Auteur de huit fictions et quatre documentaires, dont Sangue do meu Sangue (2011), Prix Fipresci au Festival de San Sebastian, le réalisateur portugais João Canijo a appris le cinéma comme assistant aux côtés de Manoel de Oliveira, Wim Wenders, Alain Tanner, Werner Schroeter, Paulo Rocha… Dans son dernier long-métrage 11 fois Fatima, il met en scène le dur chemin qui mène un groupe de pélerines à Fatima, ville située au centre du Portugal qui abrite le sanctuaire du même nom. Il explore la fragilité du groupe face à l’épreuve : 400 kilomètres dans les jambes avec pour seul filet une caravane et une infirmière, des émotions qui contrarient les femmes et les détournent de la communion annoncée – fatigue extrême, pieds meurtris, nerfs à fleur de peau, sentiment d’impuissance ou d’absurde…

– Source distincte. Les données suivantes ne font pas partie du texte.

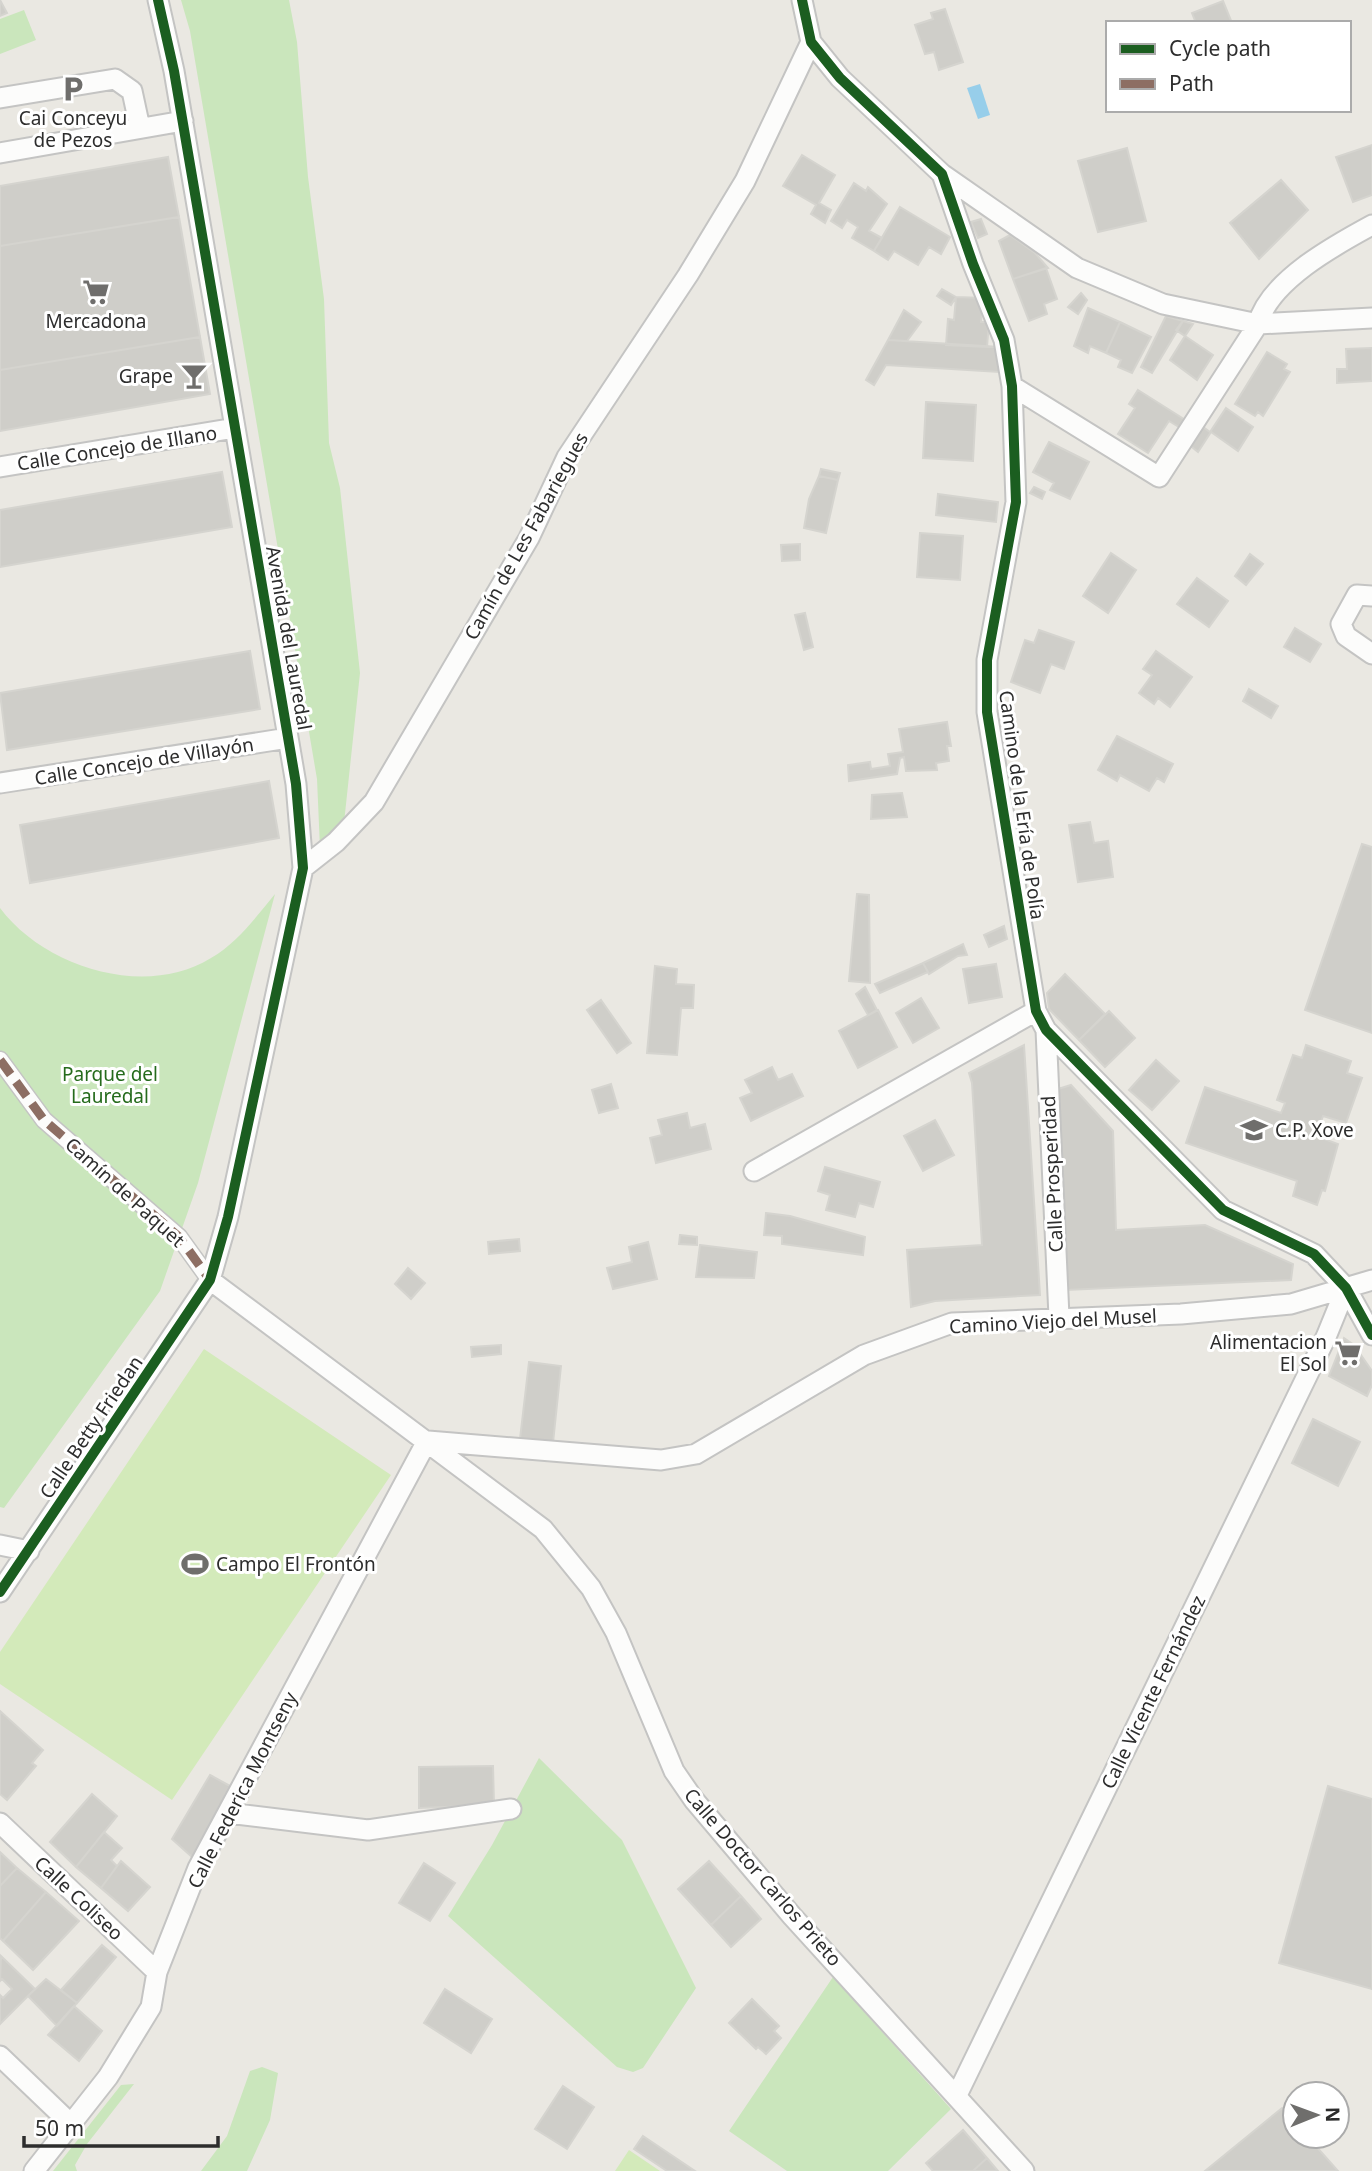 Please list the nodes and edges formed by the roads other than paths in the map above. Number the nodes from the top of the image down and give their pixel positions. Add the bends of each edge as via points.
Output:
1 (158, 0) edge
2 (802, 0) edge
3 (811, 42) junction
4 (0, 98) edge
5 (183, 121) junction
6 (140, 128) junction
7 (0, 153) edge
8 (942, 174) junction
9 (1372, 225) edge
10 (1372, 318) edge
11 (1258, 324) junction
12 (1012, 386) junction
13 (235, 428) junction
14 (0, 467) edge
15 (1372, 596) edge
16 (1372, 654) edge
17 (288, 738) junction
18 (0, 783) edge
19 (303, 868) junction
20 (1036, 1012) junction
21 (1046, 1030) junction
22 (0, 1060) edge
23 (754, 1171) dead end
24 (210, 1280) junction
25 (1372, 1280) edge
26 (1346, 1288) junction
27 (1059, 1317) junction
28 (1372, 1335) edge
29 (427, 1441) junction
30 (0, 1545) edge
31 (29, 1551) junction
32 (0, 1592) edge
33 (511, 1810) dead end
34 (228, 1813) junction
35 (0, 1823) edge
36 (157, 1972) junction
37 (0, 2056) edge
38 (957, 2095) junction
39 (72, 2125) junction
40 (34, 2171) edge
41 (1024, 2171) edge

1 - 5 street, Avenida del Lauredal
2 - 3 street, Camino de la Ería de Polía
3 - 8 street, Camino de la Ería de Polía via 841,78
3 - 19 street, Camín de Les Fabariegues via 745,181 566,457 529,537 374,802
4 - 6 street via 115,79 132,91
5 - 6 street
5 - 13 street, Avenida del Lauredal
6 - 7 street
8 - 11 street via 1077,268 1106,282 1163,304
8 - 12 street, Camino de la Ería de Polía via 1004,340
9 - 11 street via 1321,253 1262,307
10 - 11 street
11 - 12 street via 1159,477
12 - 20 street, Camino de la Ería de Polía via 1016,502 987,660 987,712
13 - 14 street, Calle Concejo de Illano
13 - 17 street, Avenida del Lauredal
15 - 16 street via 1357,595 1341,624 1346,636
17 - 18 street, Calle Concejo de Villayón
17 - 19 street, Avenida del Lauredal
19 - 24 street, Avenida del Lauredal via 228,1217
20 - 21 street, Camino de la Ería de Polía
20 - 23 street
21 - 26 street, Camino de la Ería de Polía via 1223,1210 1314,1254
21 - 27 street, Calle Prosperidad
22 - 24 street, Camín de Paquet via 44,1120 179,1237
24 - 29 street, Camín de Paquet
24 - 31 street, Calle Betty Friedan
25 - 26 street, Camino Viejo del Musel
26 - 27 street, Camino Viejo del Musel via 1291,1304 1181,1314
26 - 28 street, Camino de la Ería de Polía
26 - 38 street, Calle Vicente Fernández via 1320,1350
27 - 29 street, Camino Viejo del Musel via 952,1323 864,1355 696,1454 661,1460
29 - 34 street, Calle Federica Montseny
29 - 38 street, Calle Doctor Carlos Prieto via 543,1529 591,1588 616,1633 674,1771 694,1800 792,1916
30 - 31 street
31 - 32 street, Calle Betty Friedan
33 - 34 street via 368,1830
34 - 36 street, Calle Federica Montseny via 198,1868
35 - 36 street, Calle Coliseo
36 - 39 street, Calle Federica Montseny via 151,2007
37 - 39 street
38 - 41 street, Calle Doctor Carlos Prieto
39 - 40 street, Calle Federica Montseny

11 fois Fatima commence sur la route, long plan séquence dans la brume où se détachent des silhouettes en gilet jaune fluo, grappe silencieuse de femmes tendues vers un seul but, le pélerinage, en hommage aux apparitions de la Vierge. La caméra s’approche de Cué (Anabela Moreira), un peu à l’écart, l’air buté de celle qui n’en fait qu’à sa tête. Les conflits sont déjà en germe, sans compter les différences de générations entre les habituées et les novices. Ana Maria (Rita Blanco) est la doyenne du groupe, la cheftaine intransigeante, revêche, pour qui atteindre la Vierge exige des sacrifices.
Dramaturgie née de petits riens
Pour endosser ce rôle délicat, le réalisateur a fait appel à une comédienne emblématique au Portugal, Rita Blanco, que l’on a vue dans Inquiétude (1998), de Manoel de Oliveira, et plus récemment dans Amour (2012), de Michael Haneke. On avait par ailleurs découvert Anabela Moreira dans le jubilatoire Diamantino (2018), de Gabriel Abrantes et Daniel Schmidt, où elle jouait l’une des sœurs cruelles d’une star de football déchue (Carloto Cotta).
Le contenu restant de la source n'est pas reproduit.